Un problema strutturale che ha determinato un cedimento strutturale?

“Possiamo anche metterla così. Il Pd è un partito diviso in correnti guidate da una serie di personalità. In Sardegna ci sono i referenti di quelle personalità. Referenti che non dialogano tra loro ma trasferiscono, ‘traducendole’ nelle dinamiche politiche isolane, le indicazioni correntizie nazionali. Questo ha causato e consolidato un leaderismo di seconda mano e favorito il clientelismo.
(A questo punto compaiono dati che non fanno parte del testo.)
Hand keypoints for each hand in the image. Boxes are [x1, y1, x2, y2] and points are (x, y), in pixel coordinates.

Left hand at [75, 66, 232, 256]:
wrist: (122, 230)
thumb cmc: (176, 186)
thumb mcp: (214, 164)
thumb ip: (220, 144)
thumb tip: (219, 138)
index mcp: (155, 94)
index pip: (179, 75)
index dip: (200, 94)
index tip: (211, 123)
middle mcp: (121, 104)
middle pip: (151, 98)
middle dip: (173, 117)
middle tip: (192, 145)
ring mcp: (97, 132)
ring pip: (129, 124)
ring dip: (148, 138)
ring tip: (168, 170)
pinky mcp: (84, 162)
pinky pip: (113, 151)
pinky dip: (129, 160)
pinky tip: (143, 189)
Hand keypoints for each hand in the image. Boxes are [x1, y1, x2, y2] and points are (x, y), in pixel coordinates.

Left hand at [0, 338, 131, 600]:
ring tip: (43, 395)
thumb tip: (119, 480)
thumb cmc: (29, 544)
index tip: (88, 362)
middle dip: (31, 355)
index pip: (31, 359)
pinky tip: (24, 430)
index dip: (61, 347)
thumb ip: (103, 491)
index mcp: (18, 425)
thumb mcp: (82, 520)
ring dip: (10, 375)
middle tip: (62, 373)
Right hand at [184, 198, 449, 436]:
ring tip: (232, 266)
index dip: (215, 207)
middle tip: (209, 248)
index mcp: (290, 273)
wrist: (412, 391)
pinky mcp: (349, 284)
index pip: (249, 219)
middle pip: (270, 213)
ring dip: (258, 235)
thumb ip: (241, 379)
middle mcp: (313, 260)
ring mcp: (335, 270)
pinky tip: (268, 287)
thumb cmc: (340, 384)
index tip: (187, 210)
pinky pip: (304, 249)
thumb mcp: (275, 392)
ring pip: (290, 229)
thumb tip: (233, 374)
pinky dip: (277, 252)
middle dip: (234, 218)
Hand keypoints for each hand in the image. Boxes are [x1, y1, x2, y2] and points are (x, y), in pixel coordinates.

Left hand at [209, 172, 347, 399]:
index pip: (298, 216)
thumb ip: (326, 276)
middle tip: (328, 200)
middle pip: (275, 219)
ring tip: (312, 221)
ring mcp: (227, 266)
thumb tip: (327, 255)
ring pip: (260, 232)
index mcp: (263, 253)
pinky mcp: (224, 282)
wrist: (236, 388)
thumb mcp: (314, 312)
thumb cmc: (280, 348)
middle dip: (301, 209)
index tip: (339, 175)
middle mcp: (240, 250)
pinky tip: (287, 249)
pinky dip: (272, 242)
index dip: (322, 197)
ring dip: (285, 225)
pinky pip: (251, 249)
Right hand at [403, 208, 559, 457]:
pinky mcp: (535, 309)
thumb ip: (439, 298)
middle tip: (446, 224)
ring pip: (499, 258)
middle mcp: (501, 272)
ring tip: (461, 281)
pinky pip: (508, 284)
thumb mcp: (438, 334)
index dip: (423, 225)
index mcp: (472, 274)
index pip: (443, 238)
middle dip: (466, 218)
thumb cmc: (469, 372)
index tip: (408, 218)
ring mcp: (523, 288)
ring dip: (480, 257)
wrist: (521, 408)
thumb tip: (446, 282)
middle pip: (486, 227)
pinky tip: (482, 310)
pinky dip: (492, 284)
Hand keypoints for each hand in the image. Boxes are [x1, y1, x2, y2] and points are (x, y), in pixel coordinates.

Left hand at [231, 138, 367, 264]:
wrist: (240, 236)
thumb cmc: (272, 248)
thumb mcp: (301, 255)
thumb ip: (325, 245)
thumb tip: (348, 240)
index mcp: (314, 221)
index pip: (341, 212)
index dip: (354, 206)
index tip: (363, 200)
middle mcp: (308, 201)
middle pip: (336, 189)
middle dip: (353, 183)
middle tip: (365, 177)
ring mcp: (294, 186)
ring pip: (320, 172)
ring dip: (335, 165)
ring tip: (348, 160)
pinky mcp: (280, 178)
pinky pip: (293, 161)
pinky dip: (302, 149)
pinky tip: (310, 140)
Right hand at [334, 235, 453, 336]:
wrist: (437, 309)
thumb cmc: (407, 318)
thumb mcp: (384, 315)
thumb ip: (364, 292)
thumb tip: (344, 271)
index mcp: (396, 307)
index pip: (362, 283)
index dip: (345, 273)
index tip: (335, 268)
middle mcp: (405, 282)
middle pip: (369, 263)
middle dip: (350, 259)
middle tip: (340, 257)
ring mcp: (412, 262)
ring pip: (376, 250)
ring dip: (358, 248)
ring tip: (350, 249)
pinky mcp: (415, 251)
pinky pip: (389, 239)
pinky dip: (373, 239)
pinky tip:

Il contatto con la base, con gli elettori e con i cittadini, è andato inevitabilmente perdendosi…”

Il Pd sardo ha da tempo il progetto di stabilire un rapporto federativo col partito nazionale. E tutto fa pensare che la recente catastrofe, unita all’imminenza delle Regionali, accelererà questo processo. Che entra in concorrenza col vostro…

“Non entra in concorrenza. Noi proponiamo un’altra cosa e metodo che, credo, coniughi due esigenze. La prima è tenere le porte completamente aperte a tutti quelli che ci credono, quindi anche elettori ed esponenti del Partito democratico. La seconda è evitare che la costituente sarda diventi un vagone dentro il quale saltare per riciclarsi”.

Impresa non facile…

“Ne sono consapevole. Ma attenzione: la ‘Costituente sarda’ non è, nella nostra visione, un luogo o un’istituzione. Non è che un giorno si elegge questa Costituente che poi va a riunirsi in una sala denominata ‘Sala del Parlamento sardo’. La Costituente sarda è un processo fatto di incontri nel territorio, sui problemi concreti del territorio. O con le categorie, sui problemi concreti delle categorie. Noi li abbiamo già avviati con un certo successo che sconta, purtroppo, la nostra scarsità di mezzi e la difficoltà, anche per via dell’atteggiamento dell’informazione, di rendere più visibili le nostre iniziative…”

Mi dica se ho capito bene: la Costituente è una serie di iniziative nel territorio e di incontri con le categorie sui problemi concreti?

“Sì. Ed è anche la riunione di consigli comunali che, per esempio, chiamano la cittadinanza a progettare il futuro, raccogliendo proposte. E’, in sostanza, un modo di praticare e prefigurare il ‘governo di prossimità’ che è la base della nascita del Partito della sinistra sarda. Anche qua per una ragione molto semplice: il governo di prossimità deve avere una ‘rappresentanza di prossimità’. E dall’incontro tra queste rappresentante che si federano nasce il Partito europeo. quello che il Pd avrebbe potuto essere e purtroppo non è”.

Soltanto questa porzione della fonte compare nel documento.